Por fim, a advogada reforçou a importância de um sistema que garanta, de fato, a proteção das vítimas. Segundo ela, a existência de um mecanismo eficaz de amparo às mulheres em situação de violência é fundamental para assegurar sua segurança, dignidade e, sobretudo, o direito à vida. Ela enfatizou que não se trata apenas de afastar o agressor, mas de garantir que essa mulher tenha respaldo do Estado e se sinta segura para denunciar, algo que, infelizmente, ainda está longe de ser realidade para muitas brasileiras.
O que o TJ-Bahia diz?
A BNews Premium procurou o Tribunal de Justiça da Bahia para entender os fatores que contribuem para a lentidão na emissão das medidas protetivas, além de apurar as razões por trás das mais de 6 mil revogações de medidas cautelares registradas no estado.

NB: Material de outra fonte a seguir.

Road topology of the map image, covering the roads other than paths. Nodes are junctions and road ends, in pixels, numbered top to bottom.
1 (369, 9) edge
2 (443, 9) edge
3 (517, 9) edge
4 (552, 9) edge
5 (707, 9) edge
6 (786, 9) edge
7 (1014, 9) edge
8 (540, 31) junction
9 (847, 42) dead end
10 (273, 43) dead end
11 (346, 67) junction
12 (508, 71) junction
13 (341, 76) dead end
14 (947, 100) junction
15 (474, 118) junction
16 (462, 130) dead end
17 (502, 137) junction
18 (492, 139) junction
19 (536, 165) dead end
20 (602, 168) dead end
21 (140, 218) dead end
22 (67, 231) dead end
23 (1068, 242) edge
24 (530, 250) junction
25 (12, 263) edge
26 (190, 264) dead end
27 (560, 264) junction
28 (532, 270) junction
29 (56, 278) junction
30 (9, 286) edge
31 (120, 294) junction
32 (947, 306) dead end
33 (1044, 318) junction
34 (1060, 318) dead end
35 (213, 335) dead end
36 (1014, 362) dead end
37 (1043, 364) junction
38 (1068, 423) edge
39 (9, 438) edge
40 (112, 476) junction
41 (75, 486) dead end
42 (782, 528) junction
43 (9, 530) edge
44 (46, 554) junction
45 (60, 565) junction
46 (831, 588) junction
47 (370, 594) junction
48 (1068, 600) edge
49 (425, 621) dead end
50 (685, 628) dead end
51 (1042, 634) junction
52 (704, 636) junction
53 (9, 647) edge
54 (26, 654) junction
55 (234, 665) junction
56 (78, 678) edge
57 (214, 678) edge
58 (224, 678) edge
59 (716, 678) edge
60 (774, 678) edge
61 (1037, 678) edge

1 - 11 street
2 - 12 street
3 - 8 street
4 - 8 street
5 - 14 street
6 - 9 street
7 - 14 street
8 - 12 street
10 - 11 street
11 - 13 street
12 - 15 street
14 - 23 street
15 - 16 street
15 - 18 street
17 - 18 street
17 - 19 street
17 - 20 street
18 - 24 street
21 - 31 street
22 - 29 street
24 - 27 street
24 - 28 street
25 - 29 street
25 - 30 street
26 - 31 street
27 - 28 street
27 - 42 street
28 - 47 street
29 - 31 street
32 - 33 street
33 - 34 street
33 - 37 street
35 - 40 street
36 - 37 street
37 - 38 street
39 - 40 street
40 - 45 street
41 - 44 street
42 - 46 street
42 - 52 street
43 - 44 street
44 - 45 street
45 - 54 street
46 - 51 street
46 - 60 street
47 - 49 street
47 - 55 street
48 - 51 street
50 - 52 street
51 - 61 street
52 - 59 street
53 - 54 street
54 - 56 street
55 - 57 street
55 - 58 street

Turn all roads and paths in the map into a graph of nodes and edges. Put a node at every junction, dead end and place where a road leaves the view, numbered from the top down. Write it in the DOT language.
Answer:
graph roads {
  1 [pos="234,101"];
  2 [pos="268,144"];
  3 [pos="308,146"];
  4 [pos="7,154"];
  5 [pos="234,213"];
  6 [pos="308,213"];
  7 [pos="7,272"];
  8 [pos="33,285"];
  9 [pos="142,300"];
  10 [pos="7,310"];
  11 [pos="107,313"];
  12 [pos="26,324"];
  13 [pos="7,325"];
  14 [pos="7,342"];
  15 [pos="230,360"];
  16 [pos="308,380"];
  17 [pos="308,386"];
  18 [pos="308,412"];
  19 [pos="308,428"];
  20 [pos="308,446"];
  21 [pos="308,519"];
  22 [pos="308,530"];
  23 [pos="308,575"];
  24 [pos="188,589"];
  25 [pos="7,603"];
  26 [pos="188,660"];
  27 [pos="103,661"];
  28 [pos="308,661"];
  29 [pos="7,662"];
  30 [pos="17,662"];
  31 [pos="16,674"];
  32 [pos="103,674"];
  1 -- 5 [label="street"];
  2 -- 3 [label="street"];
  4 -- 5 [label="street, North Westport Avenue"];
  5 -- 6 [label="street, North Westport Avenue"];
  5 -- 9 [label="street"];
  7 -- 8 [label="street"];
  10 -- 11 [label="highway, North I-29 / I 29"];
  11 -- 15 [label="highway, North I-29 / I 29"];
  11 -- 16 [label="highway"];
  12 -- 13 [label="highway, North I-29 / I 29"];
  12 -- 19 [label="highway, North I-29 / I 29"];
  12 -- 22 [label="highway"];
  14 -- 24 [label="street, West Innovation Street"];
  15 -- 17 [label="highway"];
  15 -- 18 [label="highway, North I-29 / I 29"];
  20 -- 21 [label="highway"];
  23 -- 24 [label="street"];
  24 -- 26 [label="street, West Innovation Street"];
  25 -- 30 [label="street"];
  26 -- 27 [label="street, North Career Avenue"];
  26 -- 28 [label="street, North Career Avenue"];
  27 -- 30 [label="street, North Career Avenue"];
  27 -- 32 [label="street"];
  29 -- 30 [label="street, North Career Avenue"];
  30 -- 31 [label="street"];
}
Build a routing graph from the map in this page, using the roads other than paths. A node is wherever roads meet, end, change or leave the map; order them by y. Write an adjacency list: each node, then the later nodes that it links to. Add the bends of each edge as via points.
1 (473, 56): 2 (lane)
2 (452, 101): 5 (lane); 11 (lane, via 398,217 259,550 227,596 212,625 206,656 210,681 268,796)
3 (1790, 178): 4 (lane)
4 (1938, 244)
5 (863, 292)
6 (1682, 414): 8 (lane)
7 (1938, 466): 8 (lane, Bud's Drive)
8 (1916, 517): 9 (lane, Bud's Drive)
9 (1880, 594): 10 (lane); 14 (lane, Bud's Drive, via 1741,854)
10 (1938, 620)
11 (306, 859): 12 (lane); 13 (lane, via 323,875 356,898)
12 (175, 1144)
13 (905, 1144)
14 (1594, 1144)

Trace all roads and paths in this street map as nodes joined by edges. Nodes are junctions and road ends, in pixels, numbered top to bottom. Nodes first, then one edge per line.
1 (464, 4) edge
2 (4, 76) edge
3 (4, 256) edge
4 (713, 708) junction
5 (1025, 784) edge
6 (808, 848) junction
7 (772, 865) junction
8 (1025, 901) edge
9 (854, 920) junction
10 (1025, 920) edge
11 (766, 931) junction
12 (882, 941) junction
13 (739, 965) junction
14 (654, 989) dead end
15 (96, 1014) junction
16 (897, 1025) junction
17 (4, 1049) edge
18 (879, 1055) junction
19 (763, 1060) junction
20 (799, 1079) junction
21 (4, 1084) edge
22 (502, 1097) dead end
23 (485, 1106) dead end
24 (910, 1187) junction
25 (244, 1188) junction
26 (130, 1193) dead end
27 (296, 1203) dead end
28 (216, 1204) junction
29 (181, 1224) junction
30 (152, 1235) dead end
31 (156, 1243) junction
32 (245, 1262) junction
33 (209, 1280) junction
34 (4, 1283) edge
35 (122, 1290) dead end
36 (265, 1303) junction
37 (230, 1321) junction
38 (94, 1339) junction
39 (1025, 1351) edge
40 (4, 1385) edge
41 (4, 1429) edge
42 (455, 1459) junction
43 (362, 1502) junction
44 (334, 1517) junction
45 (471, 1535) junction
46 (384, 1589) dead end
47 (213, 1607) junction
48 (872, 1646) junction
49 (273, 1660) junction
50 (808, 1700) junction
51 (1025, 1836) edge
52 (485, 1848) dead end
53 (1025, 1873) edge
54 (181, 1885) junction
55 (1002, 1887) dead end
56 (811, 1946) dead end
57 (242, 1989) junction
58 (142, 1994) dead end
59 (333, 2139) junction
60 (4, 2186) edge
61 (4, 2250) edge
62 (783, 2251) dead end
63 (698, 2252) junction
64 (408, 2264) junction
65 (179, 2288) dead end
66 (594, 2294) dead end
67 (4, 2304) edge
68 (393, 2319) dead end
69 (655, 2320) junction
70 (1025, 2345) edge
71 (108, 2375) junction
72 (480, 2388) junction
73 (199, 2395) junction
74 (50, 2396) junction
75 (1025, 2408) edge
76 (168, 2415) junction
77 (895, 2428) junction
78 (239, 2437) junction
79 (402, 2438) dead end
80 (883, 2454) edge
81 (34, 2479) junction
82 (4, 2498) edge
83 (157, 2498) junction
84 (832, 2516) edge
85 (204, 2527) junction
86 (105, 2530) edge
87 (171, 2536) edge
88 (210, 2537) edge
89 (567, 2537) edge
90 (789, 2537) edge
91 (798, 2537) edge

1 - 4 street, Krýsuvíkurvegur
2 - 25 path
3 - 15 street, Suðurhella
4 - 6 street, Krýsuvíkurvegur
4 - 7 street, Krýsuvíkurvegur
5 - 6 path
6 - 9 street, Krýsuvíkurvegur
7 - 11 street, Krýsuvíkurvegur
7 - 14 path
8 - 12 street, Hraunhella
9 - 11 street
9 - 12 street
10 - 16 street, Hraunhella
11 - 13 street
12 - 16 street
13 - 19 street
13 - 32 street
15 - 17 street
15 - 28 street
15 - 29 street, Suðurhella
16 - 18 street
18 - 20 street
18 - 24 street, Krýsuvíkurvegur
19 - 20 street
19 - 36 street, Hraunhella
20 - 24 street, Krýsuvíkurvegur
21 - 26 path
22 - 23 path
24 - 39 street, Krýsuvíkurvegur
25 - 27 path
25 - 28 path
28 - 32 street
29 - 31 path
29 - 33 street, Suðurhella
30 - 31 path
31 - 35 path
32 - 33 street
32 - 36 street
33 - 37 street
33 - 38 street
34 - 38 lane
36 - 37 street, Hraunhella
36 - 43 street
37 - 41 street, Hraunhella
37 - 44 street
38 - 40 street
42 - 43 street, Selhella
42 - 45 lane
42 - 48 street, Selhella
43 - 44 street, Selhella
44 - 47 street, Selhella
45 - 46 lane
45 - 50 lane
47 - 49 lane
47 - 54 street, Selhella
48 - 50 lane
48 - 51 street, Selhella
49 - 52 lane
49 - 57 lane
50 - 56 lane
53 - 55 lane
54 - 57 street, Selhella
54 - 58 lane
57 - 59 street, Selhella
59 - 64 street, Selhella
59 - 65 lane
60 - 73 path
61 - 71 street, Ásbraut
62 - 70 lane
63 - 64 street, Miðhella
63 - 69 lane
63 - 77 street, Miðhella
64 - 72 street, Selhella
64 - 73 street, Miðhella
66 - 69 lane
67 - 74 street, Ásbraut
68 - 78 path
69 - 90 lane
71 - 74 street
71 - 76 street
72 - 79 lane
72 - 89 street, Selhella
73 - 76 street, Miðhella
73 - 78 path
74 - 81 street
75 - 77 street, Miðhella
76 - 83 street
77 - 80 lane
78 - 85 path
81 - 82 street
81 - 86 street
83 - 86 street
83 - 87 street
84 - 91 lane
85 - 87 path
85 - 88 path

Contudo, até o momento, não houve retorno. O canal permanece aberto para esclarecimentos.
Batalhão especializado
Paralela à demora na concessão das medidas protetivas, a Bahia conta com uma ronda especializada no combate à violência contra a mulher. Criada em 2015 no Subúrbio Ferroviário de Salvador, área com altos índices de violência doméstica na capital baiana, a Ronda Maria da Penha (RMP) surgiu para garantir proteção a mulheres com medidas protetivas determinadas pela Justiça. O serviço surgiu por meio de um termo de cooperação entre a Secretaria de Políticas para as Mulheres (SPM-BA), Secretaria de Segurança Pública (SSP), Defensoria Pública, Ministério Público e o próprio TJ-BAA. A SPM-BA coordena o comitê gestor da Ronda, que é reconhecida nacionalmente pela atuação na defesa dos direitos das mulheres em situação de violência.
A RMP promove a capacitação de policiais militares, qualifica o atendimento às vítimas e atua na prevenção, repressão e encaminhamento de casos à rede de apoio. Sua função inclui garantir o cumprimento de medidas protetivas, combater o descumprimento de ordens judiciais e assegurar o acolhimento adequado das vítimas. Com sede própria no bairro de Periperi, em Salvador, a Ronda está presente em 22 municípios baianos, incluindo Juazeiro, Feira de Santana, Vitória da Conquista, Itabuna e Lauro de Freitas.
Denuncie
Em casos de violência contra a mulher, seja você vítima ou testemunha, é recomendável agir. A Central de Atendimento à Mulher, por meio do número 180, funciona 24 horas por dia, de forma gratuita e sigilosa, prestando orientações e recebendo denúncias.
A ligação pode ser feita de qualquer lugar do Brasil e é um passo para romper o ciclo da violência e garantir proteção às vítimas. Denuncie. Violência contra a mulher é crime.